> **Work to be completed**: Search the records for the word "nodes". Copy every line where it appears.

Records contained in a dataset
+++

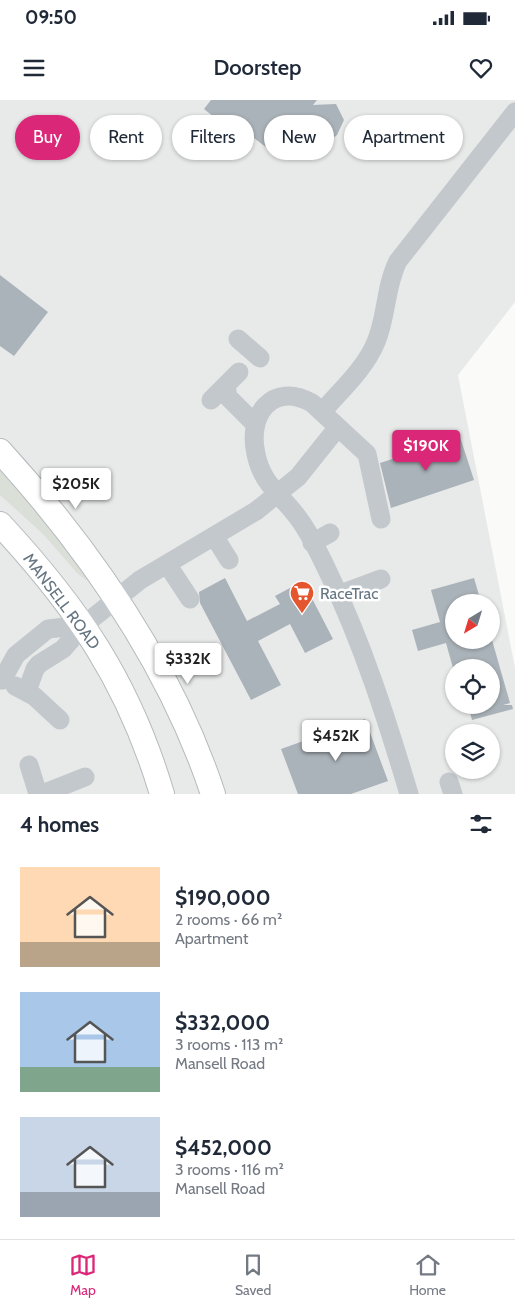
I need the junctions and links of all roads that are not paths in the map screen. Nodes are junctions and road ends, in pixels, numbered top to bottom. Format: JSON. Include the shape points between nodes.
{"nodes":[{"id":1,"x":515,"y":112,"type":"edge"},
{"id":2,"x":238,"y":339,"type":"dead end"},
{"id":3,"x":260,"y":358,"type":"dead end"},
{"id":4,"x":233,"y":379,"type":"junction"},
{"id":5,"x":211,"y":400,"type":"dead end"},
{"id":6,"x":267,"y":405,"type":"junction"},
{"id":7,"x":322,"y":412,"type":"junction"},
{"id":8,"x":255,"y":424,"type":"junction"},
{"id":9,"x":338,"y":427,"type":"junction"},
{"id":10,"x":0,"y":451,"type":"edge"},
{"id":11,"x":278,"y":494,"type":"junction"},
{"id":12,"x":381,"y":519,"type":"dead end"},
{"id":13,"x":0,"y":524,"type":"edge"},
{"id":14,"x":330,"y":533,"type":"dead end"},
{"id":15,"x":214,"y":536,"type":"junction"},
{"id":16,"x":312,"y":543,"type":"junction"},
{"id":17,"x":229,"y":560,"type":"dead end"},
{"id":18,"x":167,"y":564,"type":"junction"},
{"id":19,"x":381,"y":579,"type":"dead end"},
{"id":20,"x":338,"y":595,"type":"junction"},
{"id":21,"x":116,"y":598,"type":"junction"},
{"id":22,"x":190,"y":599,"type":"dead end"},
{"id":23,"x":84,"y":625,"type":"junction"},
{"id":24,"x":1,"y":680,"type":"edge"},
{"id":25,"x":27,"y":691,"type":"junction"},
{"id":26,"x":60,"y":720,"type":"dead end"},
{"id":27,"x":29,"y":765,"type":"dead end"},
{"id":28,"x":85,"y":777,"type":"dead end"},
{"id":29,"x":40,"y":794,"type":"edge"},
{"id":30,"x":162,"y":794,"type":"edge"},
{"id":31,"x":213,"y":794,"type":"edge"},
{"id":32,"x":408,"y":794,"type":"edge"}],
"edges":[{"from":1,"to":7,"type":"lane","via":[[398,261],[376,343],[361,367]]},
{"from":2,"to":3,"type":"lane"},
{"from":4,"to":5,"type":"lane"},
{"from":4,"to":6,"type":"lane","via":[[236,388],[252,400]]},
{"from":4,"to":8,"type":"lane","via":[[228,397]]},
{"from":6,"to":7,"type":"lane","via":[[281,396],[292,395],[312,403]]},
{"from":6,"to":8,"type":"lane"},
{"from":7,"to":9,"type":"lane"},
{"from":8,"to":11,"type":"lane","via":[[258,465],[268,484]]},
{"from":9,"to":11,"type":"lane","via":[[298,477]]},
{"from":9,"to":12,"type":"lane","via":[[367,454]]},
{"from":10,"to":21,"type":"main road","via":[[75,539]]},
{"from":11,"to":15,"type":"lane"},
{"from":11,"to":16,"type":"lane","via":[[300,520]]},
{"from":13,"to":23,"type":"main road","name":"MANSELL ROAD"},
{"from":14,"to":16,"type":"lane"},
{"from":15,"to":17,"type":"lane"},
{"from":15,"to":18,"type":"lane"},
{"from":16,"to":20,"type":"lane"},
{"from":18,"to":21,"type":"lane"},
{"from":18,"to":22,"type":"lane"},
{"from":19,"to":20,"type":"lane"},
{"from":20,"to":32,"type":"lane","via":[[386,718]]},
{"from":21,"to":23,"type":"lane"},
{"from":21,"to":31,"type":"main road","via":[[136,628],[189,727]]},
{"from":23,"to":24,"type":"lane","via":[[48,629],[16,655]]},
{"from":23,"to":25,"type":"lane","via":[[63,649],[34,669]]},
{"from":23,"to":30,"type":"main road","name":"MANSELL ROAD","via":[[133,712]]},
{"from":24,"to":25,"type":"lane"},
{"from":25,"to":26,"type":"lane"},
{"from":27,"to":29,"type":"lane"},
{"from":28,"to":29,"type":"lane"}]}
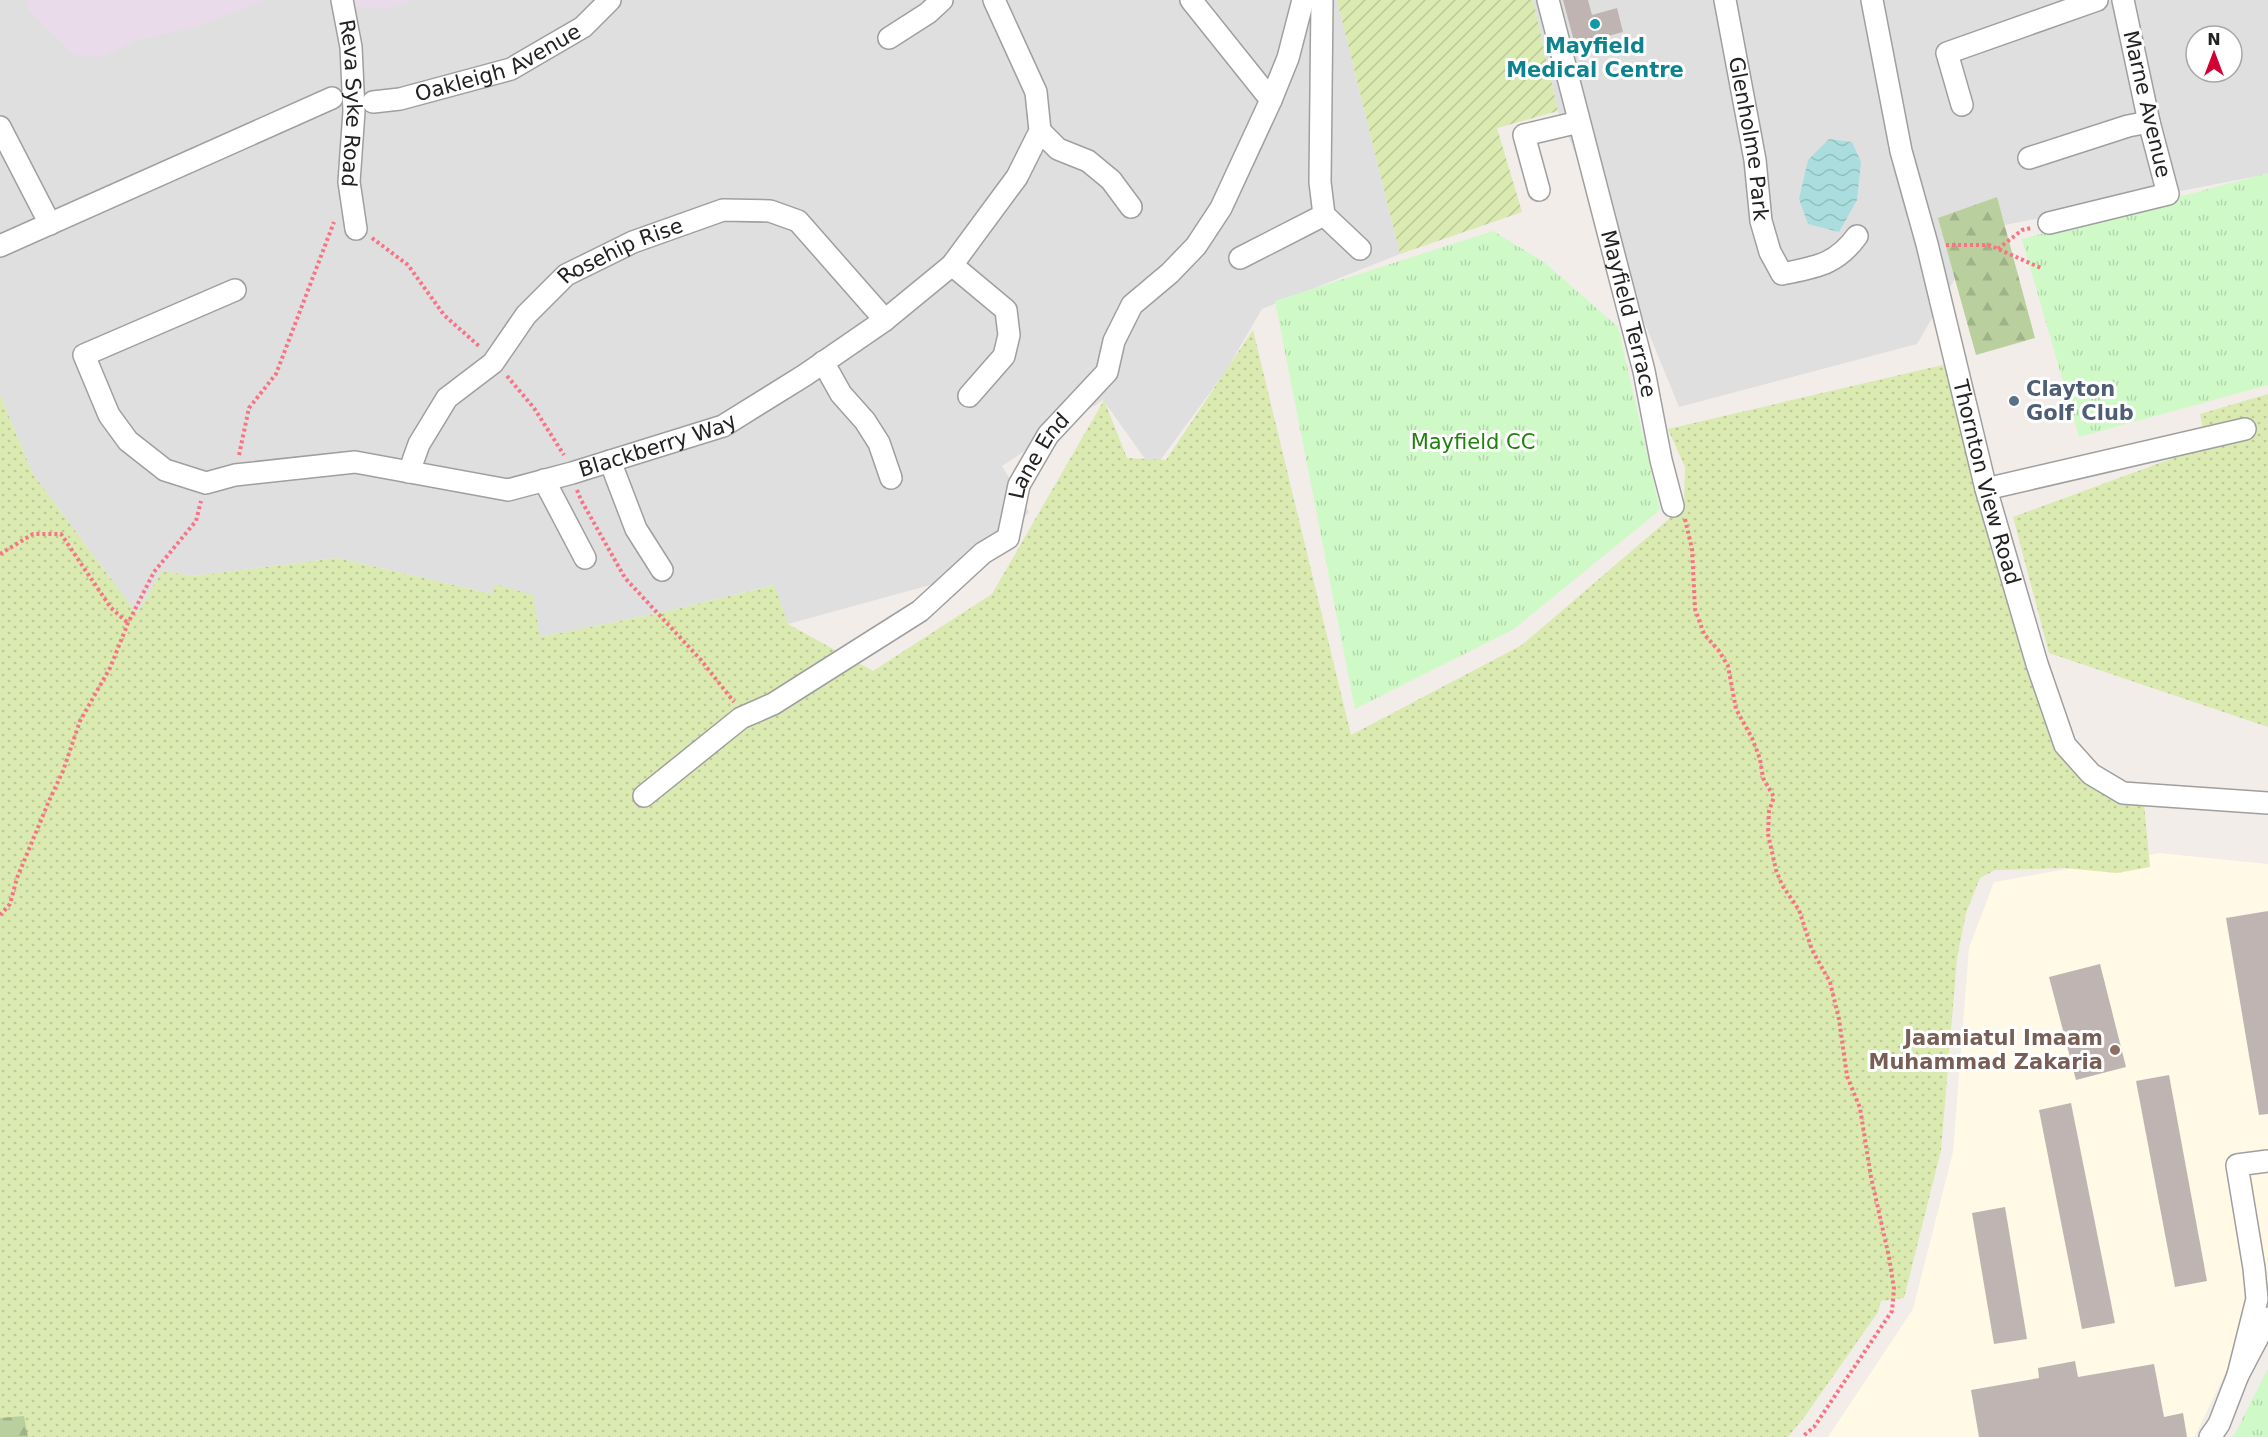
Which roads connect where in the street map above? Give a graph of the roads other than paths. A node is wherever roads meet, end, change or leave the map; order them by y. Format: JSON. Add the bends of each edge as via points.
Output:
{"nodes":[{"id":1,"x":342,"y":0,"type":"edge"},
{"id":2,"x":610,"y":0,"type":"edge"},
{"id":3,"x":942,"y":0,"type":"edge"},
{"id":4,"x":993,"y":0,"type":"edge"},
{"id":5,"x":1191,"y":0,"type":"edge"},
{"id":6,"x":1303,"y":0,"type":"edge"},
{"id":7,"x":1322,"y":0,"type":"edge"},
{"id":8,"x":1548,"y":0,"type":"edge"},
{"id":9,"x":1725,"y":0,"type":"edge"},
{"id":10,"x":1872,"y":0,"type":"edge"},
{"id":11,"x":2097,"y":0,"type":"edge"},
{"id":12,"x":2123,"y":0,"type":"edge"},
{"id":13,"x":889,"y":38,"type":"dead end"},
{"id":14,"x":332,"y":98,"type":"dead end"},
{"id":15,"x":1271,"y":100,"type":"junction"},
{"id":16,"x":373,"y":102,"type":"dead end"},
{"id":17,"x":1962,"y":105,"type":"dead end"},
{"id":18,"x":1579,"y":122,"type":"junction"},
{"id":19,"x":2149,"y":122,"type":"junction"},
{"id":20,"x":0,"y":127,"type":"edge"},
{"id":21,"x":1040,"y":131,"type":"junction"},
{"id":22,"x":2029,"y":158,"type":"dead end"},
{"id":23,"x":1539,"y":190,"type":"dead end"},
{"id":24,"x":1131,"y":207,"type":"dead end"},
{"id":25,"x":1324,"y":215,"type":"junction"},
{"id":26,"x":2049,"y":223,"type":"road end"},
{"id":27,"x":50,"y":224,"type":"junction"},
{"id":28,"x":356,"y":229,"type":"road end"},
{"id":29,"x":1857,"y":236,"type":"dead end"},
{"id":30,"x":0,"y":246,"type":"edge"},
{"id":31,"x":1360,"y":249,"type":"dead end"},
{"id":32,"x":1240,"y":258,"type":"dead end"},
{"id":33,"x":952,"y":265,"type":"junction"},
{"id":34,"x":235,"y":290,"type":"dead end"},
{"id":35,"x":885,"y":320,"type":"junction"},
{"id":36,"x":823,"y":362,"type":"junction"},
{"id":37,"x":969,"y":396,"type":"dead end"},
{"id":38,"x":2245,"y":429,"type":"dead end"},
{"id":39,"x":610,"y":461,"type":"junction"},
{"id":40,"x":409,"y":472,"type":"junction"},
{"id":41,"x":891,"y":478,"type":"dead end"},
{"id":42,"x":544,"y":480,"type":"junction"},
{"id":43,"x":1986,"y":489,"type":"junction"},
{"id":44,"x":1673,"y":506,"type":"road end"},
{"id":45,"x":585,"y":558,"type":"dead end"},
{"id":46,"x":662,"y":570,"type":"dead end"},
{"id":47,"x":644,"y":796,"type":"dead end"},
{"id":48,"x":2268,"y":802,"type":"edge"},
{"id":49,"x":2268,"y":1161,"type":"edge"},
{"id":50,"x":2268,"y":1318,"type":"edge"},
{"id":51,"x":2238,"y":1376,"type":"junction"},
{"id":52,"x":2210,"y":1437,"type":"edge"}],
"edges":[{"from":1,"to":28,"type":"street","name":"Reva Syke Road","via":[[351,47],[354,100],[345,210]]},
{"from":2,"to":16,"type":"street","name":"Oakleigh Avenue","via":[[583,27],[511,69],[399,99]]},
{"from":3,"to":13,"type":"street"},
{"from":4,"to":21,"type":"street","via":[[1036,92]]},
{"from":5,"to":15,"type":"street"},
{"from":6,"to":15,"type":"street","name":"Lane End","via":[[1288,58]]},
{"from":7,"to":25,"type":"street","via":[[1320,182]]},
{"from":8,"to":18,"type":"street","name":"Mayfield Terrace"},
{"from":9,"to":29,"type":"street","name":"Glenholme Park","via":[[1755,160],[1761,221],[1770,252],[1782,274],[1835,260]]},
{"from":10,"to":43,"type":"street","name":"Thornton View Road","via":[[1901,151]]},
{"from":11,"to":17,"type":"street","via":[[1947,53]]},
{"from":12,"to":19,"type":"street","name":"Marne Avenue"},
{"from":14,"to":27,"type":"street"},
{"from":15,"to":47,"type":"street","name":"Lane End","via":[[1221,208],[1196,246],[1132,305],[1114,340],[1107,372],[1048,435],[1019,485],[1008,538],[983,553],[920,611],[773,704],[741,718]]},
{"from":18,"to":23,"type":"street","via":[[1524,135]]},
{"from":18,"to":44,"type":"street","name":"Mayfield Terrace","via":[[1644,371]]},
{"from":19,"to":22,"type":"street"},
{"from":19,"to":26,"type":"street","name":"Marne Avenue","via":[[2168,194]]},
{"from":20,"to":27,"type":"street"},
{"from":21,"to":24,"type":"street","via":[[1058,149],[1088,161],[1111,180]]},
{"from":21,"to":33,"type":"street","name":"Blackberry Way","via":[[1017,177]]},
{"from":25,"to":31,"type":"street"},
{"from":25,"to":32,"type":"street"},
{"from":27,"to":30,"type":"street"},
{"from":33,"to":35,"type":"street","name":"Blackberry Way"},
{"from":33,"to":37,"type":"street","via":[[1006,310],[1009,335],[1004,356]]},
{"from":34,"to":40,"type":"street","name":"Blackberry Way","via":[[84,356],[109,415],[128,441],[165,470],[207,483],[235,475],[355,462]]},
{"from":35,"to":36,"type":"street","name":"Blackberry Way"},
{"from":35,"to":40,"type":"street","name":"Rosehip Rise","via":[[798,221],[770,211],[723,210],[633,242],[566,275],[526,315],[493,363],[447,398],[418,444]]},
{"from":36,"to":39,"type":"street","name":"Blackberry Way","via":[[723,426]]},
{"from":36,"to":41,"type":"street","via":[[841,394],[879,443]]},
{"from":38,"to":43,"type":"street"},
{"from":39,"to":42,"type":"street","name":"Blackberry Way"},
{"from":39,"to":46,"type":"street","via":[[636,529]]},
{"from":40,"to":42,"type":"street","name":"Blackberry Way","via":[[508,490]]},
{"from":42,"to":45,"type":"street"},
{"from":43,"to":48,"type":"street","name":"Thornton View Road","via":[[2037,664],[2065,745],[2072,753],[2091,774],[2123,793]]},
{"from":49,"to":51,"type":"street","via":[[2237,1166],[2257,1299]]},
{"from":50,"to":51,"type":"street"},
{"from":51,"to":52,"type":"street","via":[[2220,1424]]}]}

+++

> **Solution**:
I need the junctions and links of all roads that are not paths in the map screen. Nodes are junctions and road ends, in pixels, numbered top to bottom. Format: JSON. Include the shape points between nodes.
{"nodes":[{"id":1,"x":515,"y":112,"type":"edge"},
{"nodes":[{"id":1,"x":342,"y":0,"type":"edge"},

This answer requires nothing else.